Highlights: Writing IEPs for success; test your IEP IQ; Pete answers questions about accommodations and modifications in IEPs; get help from our Yellow Pages for Kids; mistakes people make - evaluators & advocates by Bob Crabtree; editor's choice - good books about IEPs; Pete & Pam's May schedule includes training programs in MA, FL, VA.

Download newsletter in html: https://www.wrightslaw.com/nltr/03/nl.0415.htm

Subscribers on April 14, 2003: 42,799

The Special Ed Advocate
newsletter is free - please forward this issue or the subscription link to your friends and colleagues so they can learn about special education law and advocacy too. We appreciate your help!


1. Writing IEPs for Success

Frustrated with one-size fits all IEPs that are not tailored to the child's unique needs? Feel intimidated at IEP meetings? Worried that your child is not making progress in the special ed program? You are not alone.

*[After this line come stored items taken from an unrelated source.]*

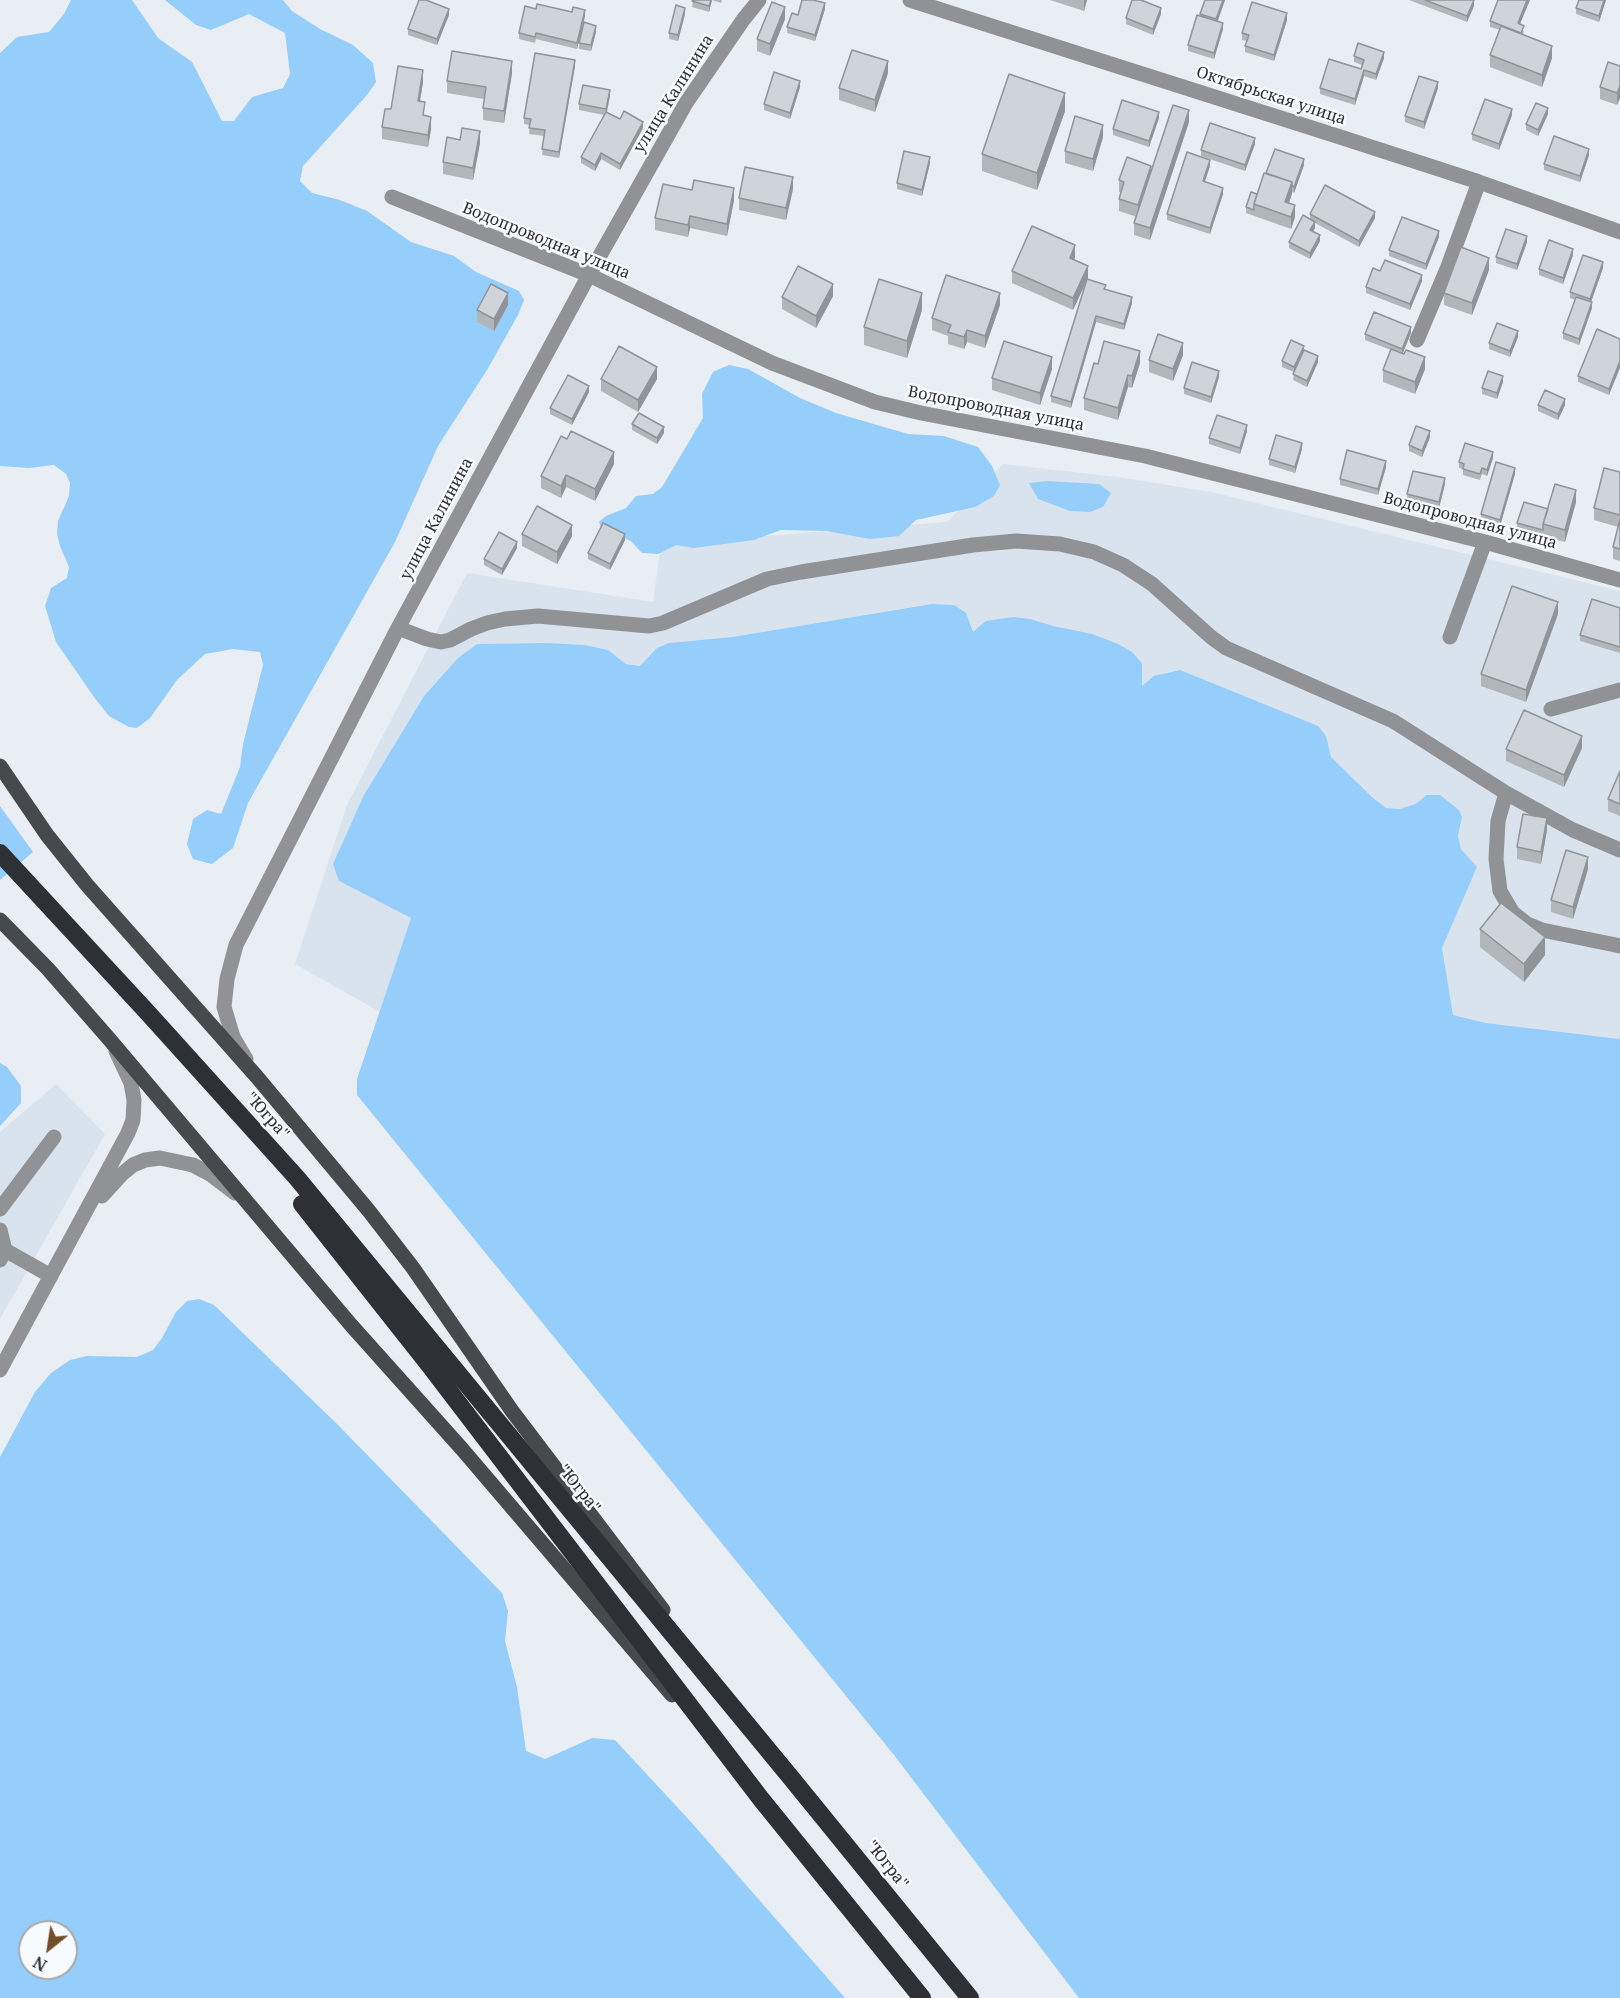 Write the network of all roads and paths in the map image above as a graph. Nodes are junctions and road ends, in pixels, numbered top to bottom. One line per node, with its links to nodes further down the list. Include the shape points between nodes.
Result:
1 (759, 0): 6 (street, улица Калинина, via 686,103)
2 (910, 0): 3 (street, Октябрьская улица)
3 (1479, 182): 5 (street, Октябрьская улица); 7 (street)
4 (392, 197): 6 (street, Водопроводная улица)
5 (1620, 232)
6 (589, 275): 8 (street, Водопроводная улица, via 772,363 875,402 1145,456); 10 (street, улица Калинина)
7 (1417, 340)
8 (1485, 542): 9 (street, Водопроводная улица); 11 (street)
9 (1620, 580)
10 (398, 628): 15 (street, via 441,642 487,623 538,616 650,626 767,579 801,572 973,545 1016,541 1060,544 1124,565 1226,648 1393,721); 22 (street, улица Калинина, via 230,961 226,1019)
11 (1450, 637)
12 (1620, 690): 13 (street)
13 (1551, 709)
14 (0, 766): 22 (main road, via 87,885)
15 (1506, 793): 16 (street, via 1573,830); 19 (street, via 1498,821 1496,859 1500,891 1513,913 1542,930)
16 (1620, 850)
17 (0, 853): 20 (highway, "Югра")
18 (0, 921): 21 (main road)
19 (1620, 946)
20 (148, 1013): 31 (highway, "Югра", via 304,1187); 32 (highway, "Югра", via 430,1366)
21 (110, 1040): 24 (main road); 26 (street, via 131,1083 132,1120)
22 (257, 1077): 31 (main road, via 413,1269 512,1411)
23 (54, 1137): 25 (street)
24 (253, 1208): 26 (street, via 210,1174 193,1165 160,1158 133,1165); 32 (main road)
25 (0, 1209)
26 (84, 1216): 29 (street)
27 (0, 1230): 28 (street)
28 (3, 1255): 29 (street)
29 (51, 1276): 30 (street)
30 (0, 1370)
31 (792, 1779): 34 (highway, "Югра")
32 (761, 1799): 33 (highway, "Югра")
33 (922, 1998)
34 (970, 1998)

In Writing IEPs for Success, you learn how to write IEPs that are educationally useful and legally correct.


In Writing IEPs for Success, Dr. Bateman walks you though the IEP process, step-by-step. Few people will disagree with Dr. Bateman's assessment of IEPs and the IEP process:

"Most IEPs are useless or slightly worse, and too many teachers experience the IEP process as always time consuming, sometimes threatening, and, too often, a pointless bureaucratic requirement . . ."

"Parents who attempt to participate as equals are often intimidated into acquiescence. They are given false and outrageous distortions as, 'We (the district) don't provide individual tutoring'; or 'We are a full inclusion school and have no special classes or resource rooms because we don't believe in pull-out programs'."

"When these blatantly illegal practices are presented as if they are fact, few parents are prepared to challenge the school district."

If you want to participate in the IEP process, you must learn how to write IEP goals and objectives that measure the child's progress. Learn how to make the IEP process and product "educationally useful and legally correct" - download, print and read Writing IEPs for Success.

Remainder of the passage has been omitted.